__WORK TO COMPLETE__
The data that follows is to be copied exactly, with each image removed.
'''
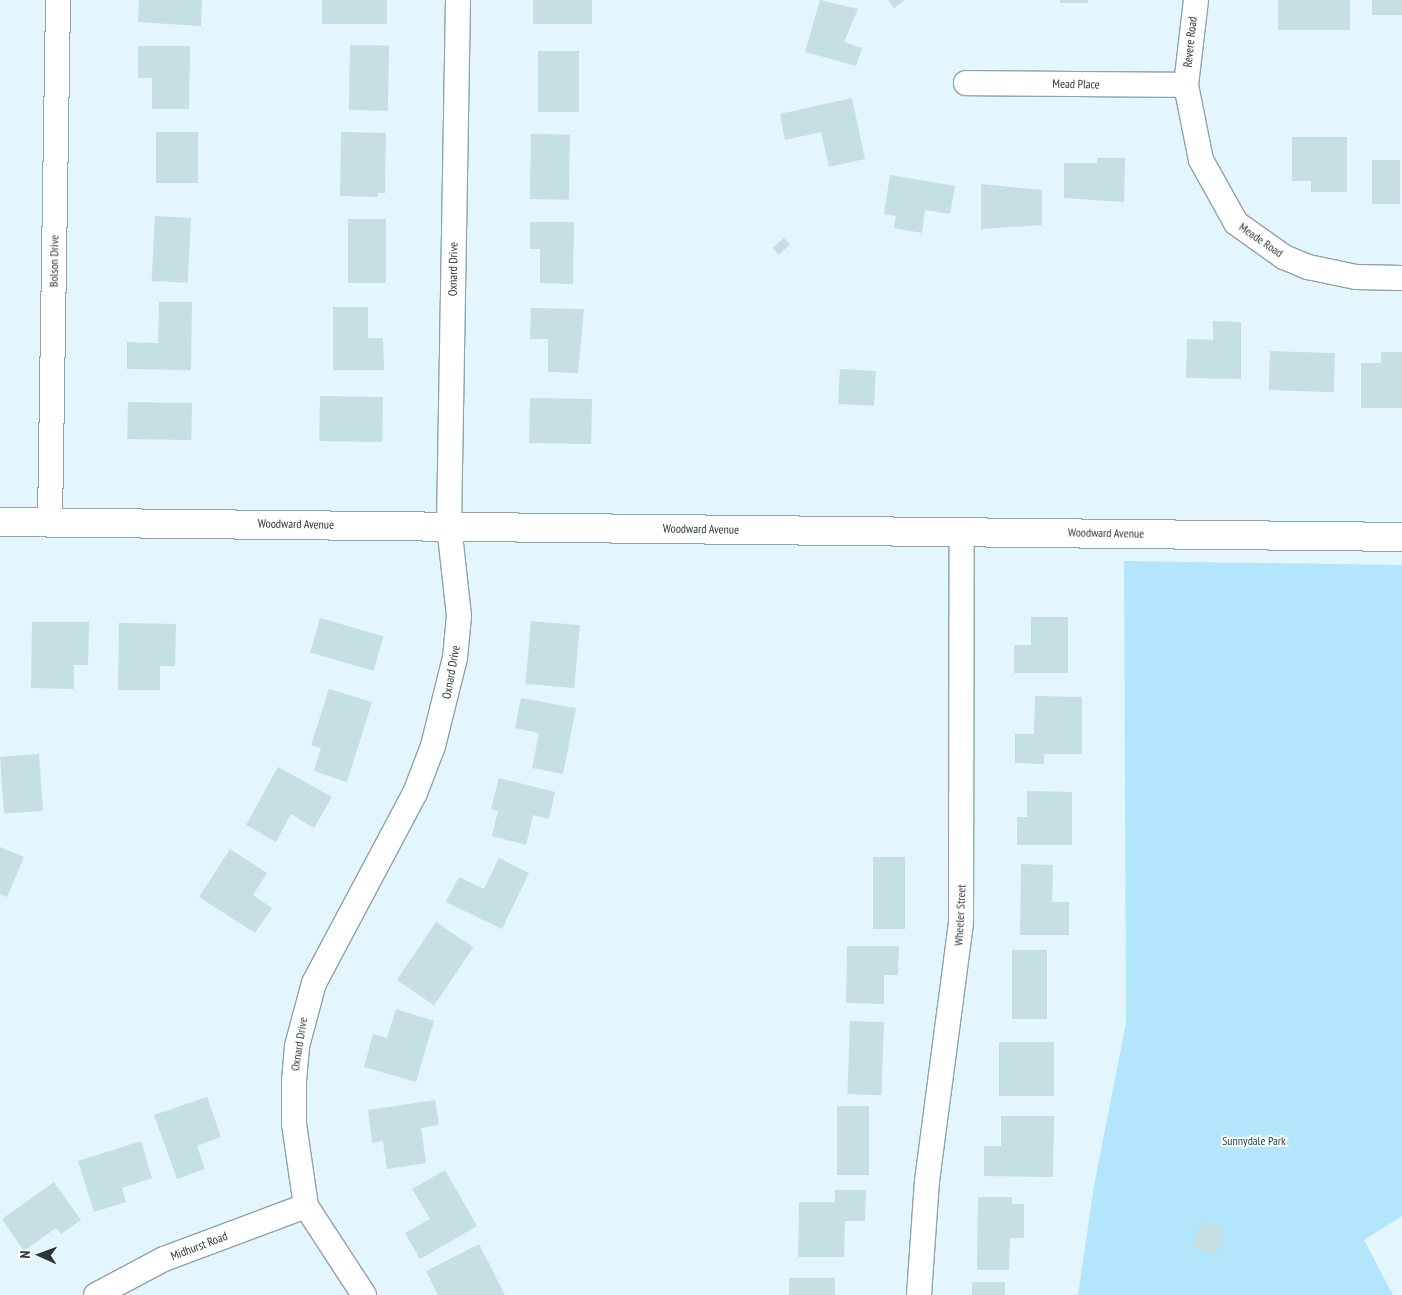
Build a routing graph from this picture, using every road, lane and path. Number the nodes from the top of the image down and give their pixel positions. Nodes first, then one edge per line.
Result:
1 (58, 0) edge
2 (458, 0) edge
3 (1196, 0) edge
4 (966, 83) dead end
5 (1186, 85) junction
6 (1402, 278) edge
7 (50, 521) junction
8 (0, 522) edge
9 (449, 526) junction
10 (962, 532) junction
11 (1402, 537) edge
12 (306, 1206) junction
13 (96, 1295) edge
14 (364, 1295) edge
15 (920, 1295) edge

1 - 7 street, Bolson Drive
2 - 9 street, Oxnard Drive
3 - 5 street, Revere Road
4 - 5 street, Mead Place
5 - 6 street, Meade Road
7 - 8 main road, Woodward Avenue
7 - 9 main road, Woodward Avenue
9 - 10 main road, Woodward Avenue
9 - 12 street, Oxnard Drive
10 - 11 main road, Woodward Avenue
10 - 15 street, Wheeler Street
12 - 13 street, Midhurst Road
12 - 14 street, Oxnard Drive

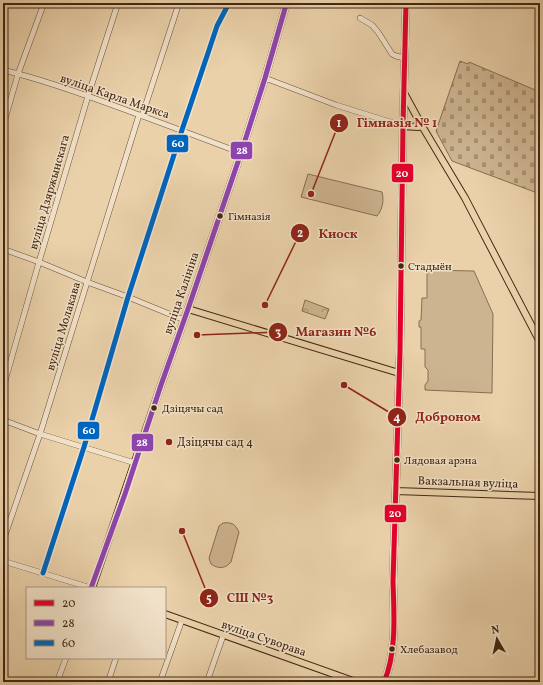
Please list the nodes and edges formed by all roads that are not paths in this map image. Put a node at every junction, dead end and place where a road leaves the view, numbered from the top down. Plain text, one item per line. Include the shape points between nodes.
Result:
1 (44, 3) edge
2 (118, 3) edge
3 (179, 3) edge
4 (229, 3) edge
5 (285, 3) edge
6 (406, 3) edge
7 (360, 18) dead end
8 (404, 58) junction
9 (3, 70) edge
10 (18, 74) junction
11 (264, 78) junction
12 (404, 91) junction
13 (88, 96) junction
14 (141, 116) junction
15 (3, 126) edge
16 (403, 126) junction
17 (422, 126) junction
18 (182, 130) junction
19 (241, 153) junction
20 (3, 249) edge
21 (39, 262) junction
22 (86, 282) junction
23 (128, 297) junction
24 (188, 309) junction
25 (184, 320) junction
26 (540, 342) edge
27 (399, 373) junction
28 (3, 388) edge
29 (3, 420) edge
30 (40, 434) junction
31 (84, 447) junction
32 (135, 463) junction
33 (396, 491) junction
34 (540, 496) edge
35 (3, 541) edge
36 (3, 561) edge
37 (43, 573) junction
38 (88, 587) edge
39 (91, 587) edge
40 (166, 614) edge
41 (182, 620) junction
42 (223, 636) junction
43 (66, 659) edge
44 (116, 659) edge
45 (57, 682) edge
46 (108, 682) edge
47 (160, 682) edge
48 (208, 682) edge
49 (356, 682) edge
50 (384, 682) edge

1 - 10 street
2 - 13 street, вуліца Дзяржынскага
3 - 14 street, вуліца Молакава
4 - 18 street via 217,26
5 - 11 main road, вуліца Калініна
6 - 8 main road
7 - 8 street via 372,25 392,54
8 - 12 main road
9 - 10 street, вуліца Карла Маркса
10 - 13 street, вуліца Карла Маркса
10 - 15 street
11 - 16 street via 336,105
11 - 19 main road, вуліца Калініна
12 - 16 main road
12 - 17 main road
13 - 14 street, вуліца Карла Маркса
13 - 21 street, вуліца Дзяржынскага
14 - 18 street, вуліца Карла Маркса
14 - 22 street, вуліца Молакава
16 - 17 main road
16 - 27 main road
17 - 26 main road via 465,198
18 - 19 street, вуліца Карла Маркса
18 - 23 street
19 - 24 main road, вуліца Калініна
20 - 21 street
21 - 22 street
21 - 28 street, вуліца Дзяржынскага
22 - 23 street
22 - 30 street, вуліца Молакава
23 - 25 street
23 - 31 street
24 - 25 main road, вуліца Калініна
24 - 27 main road
25 - 32 main road, вуліца Калініна
27 - 33 main road
29 - 30 street
30 - 31 street
30 - 35 street, вуліца Молакава
31 - 32 street
31 - 37 street
32 - 39 main road, вуліца Калініна
33 - 34 main road, Вакзальная вуліца
33 - 50 main road via 393,636 389,670
36 - 37 street
37 - 38 street
40 - 41 main road, вуліца Суворава
41 - 42 main road, вуліца Суворава
41 - 47 street
42 - 48 street
42 - 49 main road, вуліца Суворава
43 - 45 street
44 - 46 street

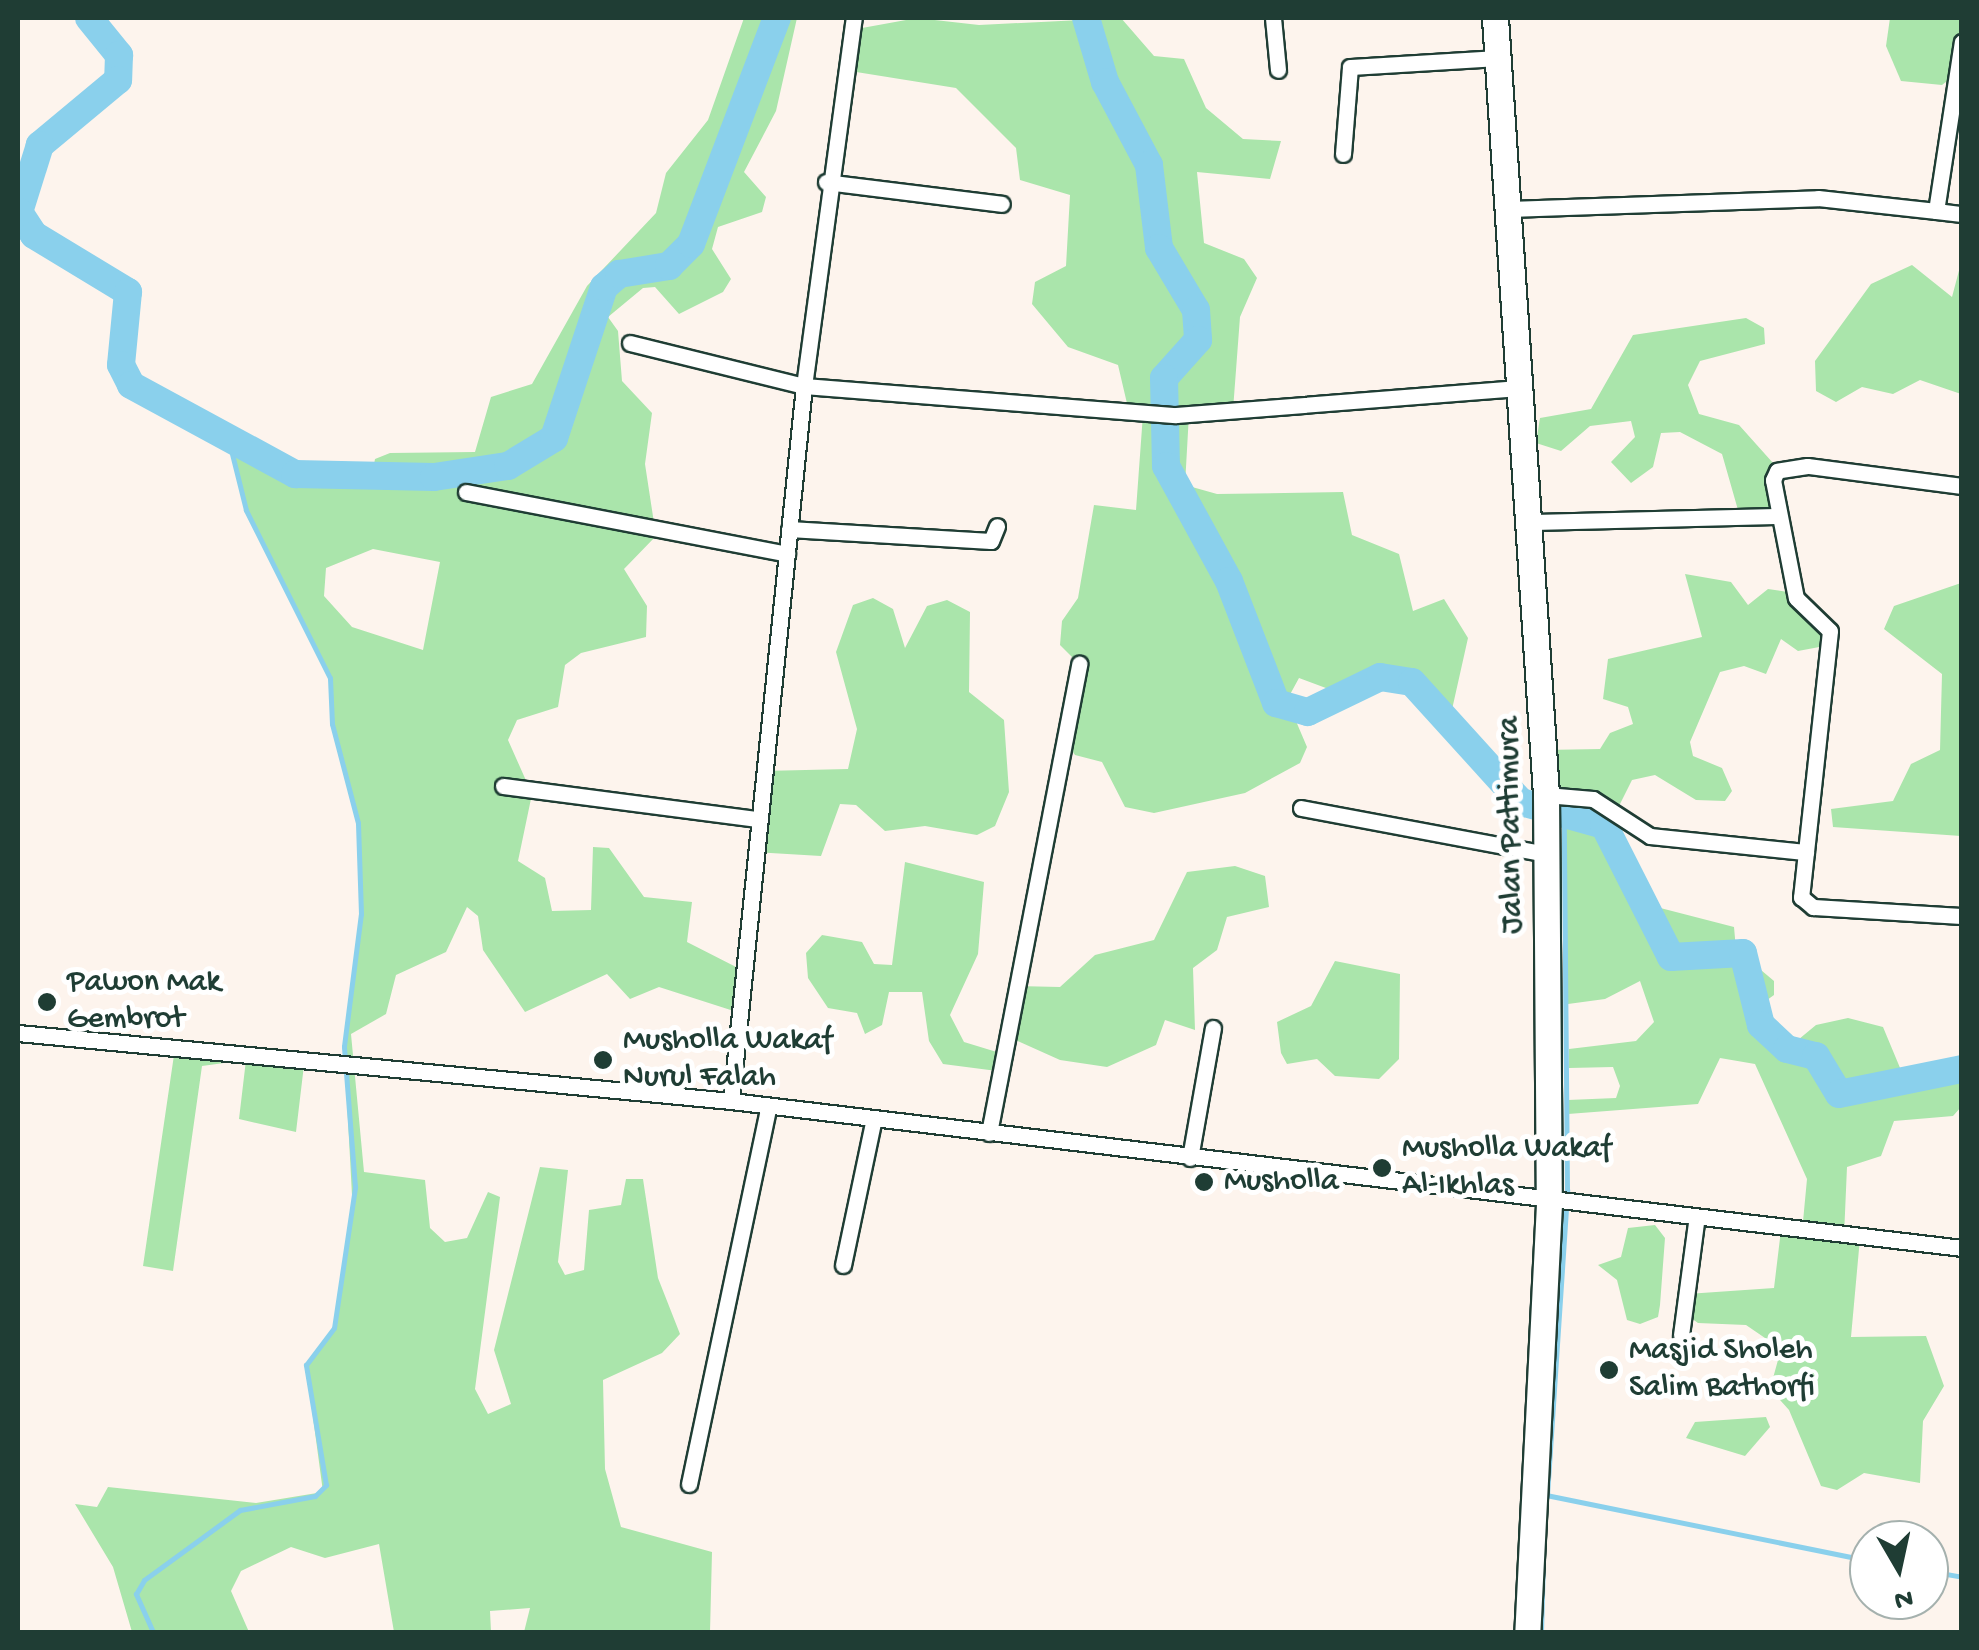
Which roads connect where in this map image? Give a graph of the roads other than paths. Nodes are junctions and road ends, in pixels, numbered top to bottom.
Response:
'''
__TASK ANSWER__
Build a routing graph from this picture, using every road, lane and path. Number the nodes from the top of the image down and give their pixel positions. Nodes first, then one edge per line.
Result:
1 (58, 0) edge
2 (458, 0) edge
3 (1196, 0) edge
4 (966, 83) dead end
5 (1186, 85) junction
6 (1402, 278) edge
7 (50, 521) junction
8 (0, 522) edge
9 (449, 526) junction
10 (962, 532) junction
11 (1402, 537) edge
12 (306, 1206) junction
13 (96, 1295) edge
14 (364, 1295) edge
15 (920, 1295) edge

1 - 7 street, Bolson Drive
2 - 9 street, Oxnard Drive
3 - 5 street, Revere Road
4 - 5 street, Mead Place
5 - 6 street, Meade Road
7 - 8 main road, Woodward Avenue
7 - 9 main road, Woodward Avenue
9 - 10 main road, Woodward Avenue
9 - 12 street, Oxnard Drive
10 - 11 main road, Woodward Avenue
10 - 15 street, Wheeler Street
12 - 13 street, Midhurst Road
12 - 14 street, Oxnard Drive

Please list the nodes and edges formed by all roads that are not paths in this map image. Put a node at every junction, dead end and place where a road leaves the view, numbered from the top down. Plain text, one item per line. Include the shape points between nodes.
Result:
1 (44, 3) edge
2 (118, 3) edge
3 (179, 3) edge
4 (229, 3) edge
5 (285, 3) edge
6 (406, 3) edge
7 (360, 18) dead end
8 (404, 58) junction
9 (3, 70) edge
10 (18, 74) junction
11 (264, 78) junction
12 (404, 91) junction
13 (88, 96) junction
14 (141, 116) junction
15 (3, 126) edge
16 (403, 126) junction
17 (422, 126) junction
18 (182, 130) junction
19 (241, 153) junction
20 (3, 249) edge
21 (39, 262) junction
22 (86, 282) junction
23 (128, 297) junction
24 (188, 309) junction
25 (184, 320) junction
26 (540, 342) edge
27 (399, 373) junction
28 (3, 388) edge
29 (3, 420) edge
30 (40, 434) junction
31 (84, 447) junction
32 (135, 463) junction
33 (396, 491) junction
34 (540, 496) edge
35 (3, 541) edge
36 (3, 561) edge
37 (43, 573) junction
38 (88, 587) edge
39 (91, 587) edge
40 (166, 614) edge
41 (182, 620) junction
42 (223, 636) junction
43 (66, 659) edge
44 (116, 659) edge
45 (57, 682) edge
46 (108, 682) edge
47 (160, 682) edge
48 (208, 682) edge
49 (356, 682) edge
50 (384, 682) edge

1 - 10 street
2 - 13 street, вуліца Дзяржынскага
3 - 14 street, вуліца Молакава
4 - 18 street via 217,26
5 - 11 main road, вуліца Калініна
6 - 8 main road
7 - 8 street via 372,25 392,54
8 - 12 main road
9 - 10 street, вуліца Карла Маркса
10 - 13 street, вуліца Карла Маркса
10 - 15 street
11 - 16 street via 336,105
11 - 19 main road, вуліца Калініна
12 - 16 main road
12 - 17 main road
13 - 14 street, вуліца Карла Маркса
13 - 21 street, вуліца Дзяржынскага
14 - 18 street, вуліца Карла Маркса
14 - 22 street, вуліца Молакава
16 - 17 main road
16 - 27 main road
17 - 26 main road via 465,198
18 - 19 street, вуліца Карла Маркса
18 - 23 street
19 - 24 main road, вуліца Калініна
20 - 21 street
21 - 22 street
21 - 28 street, вуліца Дзяржынскага
22 - 23 street
22 - 30 street, вуліца Молакава
23 - 25 street
23 - 31 street
24 - 25 main road, вуліца Калініна
24 - 27 main road
25 - 32 main road, вуліца Калініна
27 - 33 main road
29 - 30 street
30 - 31 street
30 - 35 street, вуліца Молакава
31 - 32 street
31 - 37 street
32 - 39 main road, вуліца Калініна
33 - 34 main road, Вакзальная вуліца
33 - 50 main road via 393,636 389,670
36 - 37 street
37 - 38 street
40 - 41 main road, вуліца Суворава
41 - 42 main road, вуліца Суворава
41 - 47 street
42 - 48 street
42 - 49 main road, вуліца Суворава
43 - 45 street
44 - 46 street

Which roads connect where in this map image? Give a graph of the roads other than paths. Nodes are junctions and road ends, in pixels, numbered top to bottom.
Response:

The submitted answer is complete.